Verified Vector Clocks: An Experience Report, Part 2

19 Nov 2013

This post outlines a bunch of experimental work I’ve completed to model data structures in Coq, leveraging Tim Carstens’ verlang project to extract the data structures into executable Erlang.

Here’s a link to the first post in this series.

Updated March 8th, 2014: A full talk about this work was presented at Erlang Factory, San Francisco 2014. Both the slides and video are available.

Extending with timestamps

Let us extend our existing model to carry timestamps, as the riak_core model does. In core, we model the actual item in the vector clock as nested tuples structured similar to the following:

-type vc_entry() :: {vclock_node(), {counter(), timestamp()}}.

These timestamps are generated with Erlang code, which is similar to the following, but optimized:

2> calendar:datetime_to_gregorian_seconds(erlang:universaltime()).
63551049296

This produces a monotonically advancing integer representing the current time in seconds. Note, this time is system dependent, succeptable to clock skew and all of the other wonderful things that come with using wall clock time. That aside, we are aiming to model something that could be used as a replacement for the existing Riak Core vclock model, so we will go with this model.

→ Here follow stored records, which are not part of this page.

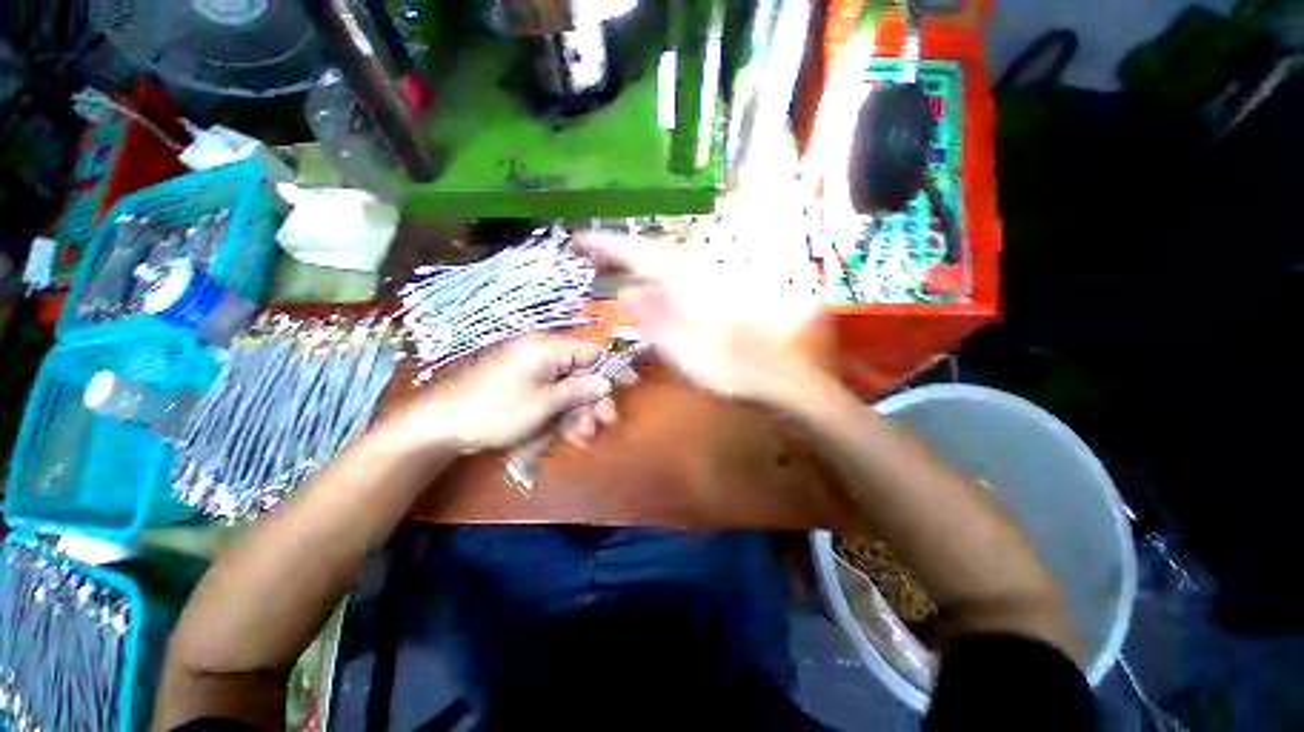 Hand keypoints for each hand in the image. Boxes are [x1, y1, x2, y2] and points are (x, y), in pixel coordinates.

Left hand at [384, 335, 620, 453]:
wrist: (442, 425)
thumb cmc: (496, 410)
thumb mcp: (543, 403)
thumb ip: (578, 390)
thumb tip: (607, 381)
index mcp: (547, 348)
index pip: (591, 350)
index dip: (612, 367)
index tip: (630, 384)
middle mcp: (542, 354)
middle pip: (581, 373)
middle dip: (593, 400)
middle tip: (604, 424)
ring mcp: (532, 371)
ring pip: (568, 389)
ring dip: (578, 413)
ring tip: (580, 438)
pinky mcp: (524, 386)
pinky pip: (551, 396)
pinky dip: (560, 414)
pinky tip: (564, 434)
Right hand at [575, 234, 820, 401]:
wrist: (774, 368)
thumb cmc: (723, 362)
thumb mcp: (677, 345)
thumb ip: (650, 315)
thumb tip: (627, 291)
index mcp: (680, 277)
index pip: (634, 251)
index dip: (604, 244)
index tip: (579, 239)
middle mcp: (694, 269)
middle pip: (650, 252)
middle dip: (621, 252)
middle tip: (595, 257)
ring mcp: (709, 277)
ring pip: (666, 262)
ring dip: (640, 262)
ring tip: (618, 269)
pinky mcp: (719, 289)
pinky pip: (681, 274)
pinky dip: (660, 275)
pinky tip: (654, 286)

We will start by modifying our types to model the timestamp as a natural number, and abstract the functions used to initialize and increment it so we can replace these with the actual calls to the timestamp generating function in Erlang.

We will begin by modeling the clock itself as product of products, essentially a triple as a product is formed like the following:

Inductive prod (A B:Type) : Type :=
  pair : A -> B -> prod A B.

  Add Printing Let prod.

  Notation "x * y" := (prod x y) : type_scope.
  Notation "( x , y , .. , z )" := (pair .. (pair x y) .. z) : core_scope.

See the implementation below:

(** Type definitions for actors, counts and timestamps. *)
Definition actor := nat.
Definition count := nat.
Definition timestamp := nat.

(** Model clocks as triples. *)
Definition clock := prod actor (prod count timestamp).

(** Model vector clocks at a list of clock triples. *)
Definition vclock := (list clock)%type.

Let us now add some functions for handling the incrementing and initializing of values:

(** Function to initialize a timestamp with the default value. *)
Definition init_timestamp := O.

(** Function to increment a timestamp from one value to the next. *)
Definition incr_timestamp (timestamp : timestamp) := S timestamp.

(** Function to initialize a counter with the default values. *)
Definition init_count := O.

(** Function to increment the counter from one value to the next. *)
Definition incr_count (count : count) := S count.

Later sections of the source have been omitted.